The Washington Examiner reports that the GOP leads the early voting in Colorado.
According to numbers released Monday morning, registered Republicans cast 652,380 ballots so far, about 7,000 more than those cast by Democrats. When the votes are rendered into percentages, a little over 35 percent were submitted by Republicans, 34.8 percent by Democrats, and 28.5 percent were unaffiliated. Democrats initially held the lead Thursday, but GOP voters dominated by Friday
The Denver Post notes that not all Republicans are voting for Donald Trump — just as not all Democrats are supporting Hillary Clinton. But the early voting is a potential sign of party organization and voter enthusiasm. With the parties essentially tied, the race hinges on unaffiliated voters — the largest voter bloc in Colorado.
Both campaigns are buying up advertising time in Colorado as they try to focus on winning over voters in the state in their last days. CNN reported Sunday the Republican National Committee recently invested $2.9 million in five critical states, including Colorado, and the Clinton camp has responded by airing ads in Colorado for the first time since late July.

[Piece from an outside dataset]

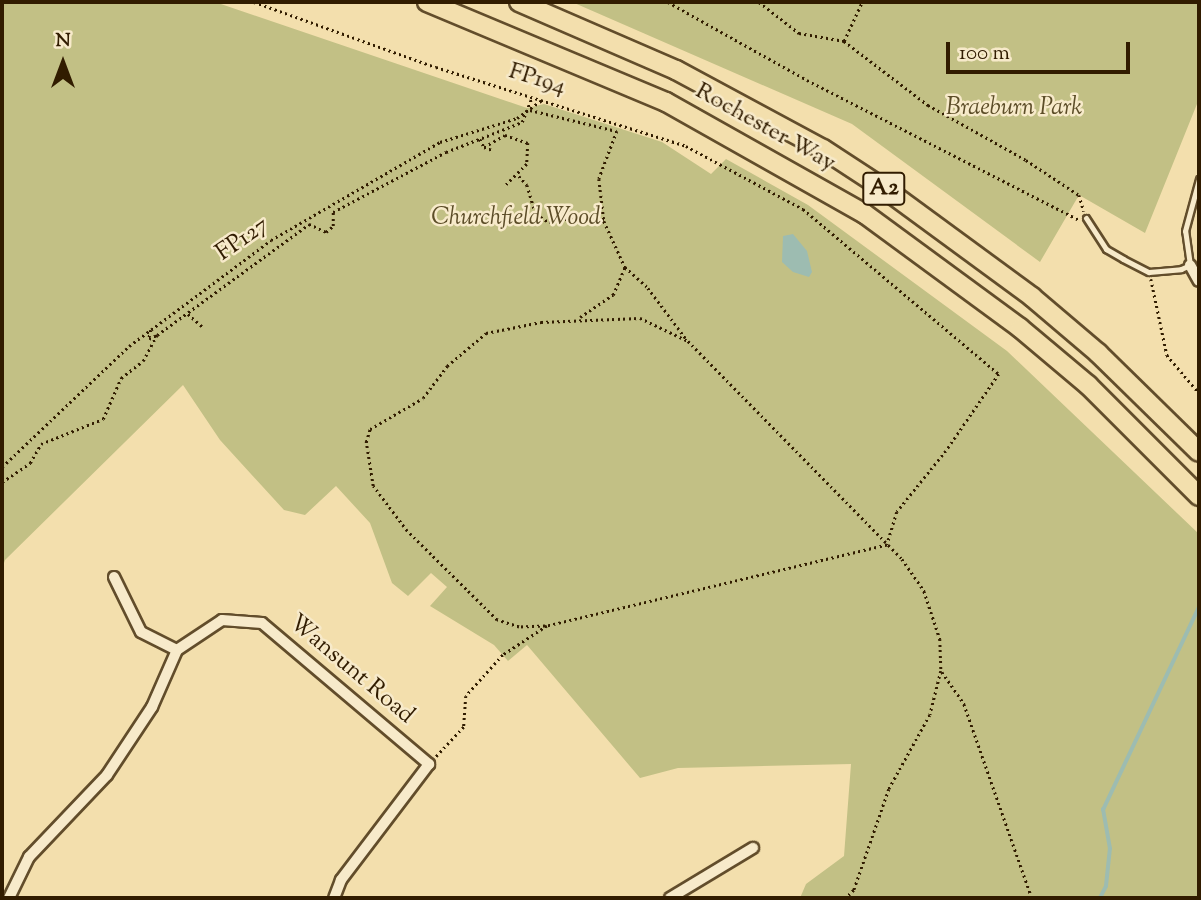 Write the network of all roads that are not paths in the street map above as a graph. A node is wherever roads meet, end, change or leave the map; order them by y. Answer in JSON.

Charlie Mahtesian, Senior Politics Editor for Politico, writes that Arapahoe County and Jefferson County are the keys to winning Colorado:
Suburban Denver’s Arapahoe and Jefferson counties have moved in tandem for the past 10 elections. Both are former GOP strongholds that have voted for Obama twice and have more unaffiliated voters than Republicans or Democrats. Together, the two counties cast 602,000 votes in 2012, which gives Trump a chance to carve into the big Democratic margin Clinton is likely to win in Denver. But each county has a significant Hispanic population, which make them an uphill challenge for the GOP nominee.
The Real Clear Politics average for Colorado: Trump vs. Clinton vs. Johnson vs. Stein has Hillary up by 2.9 points.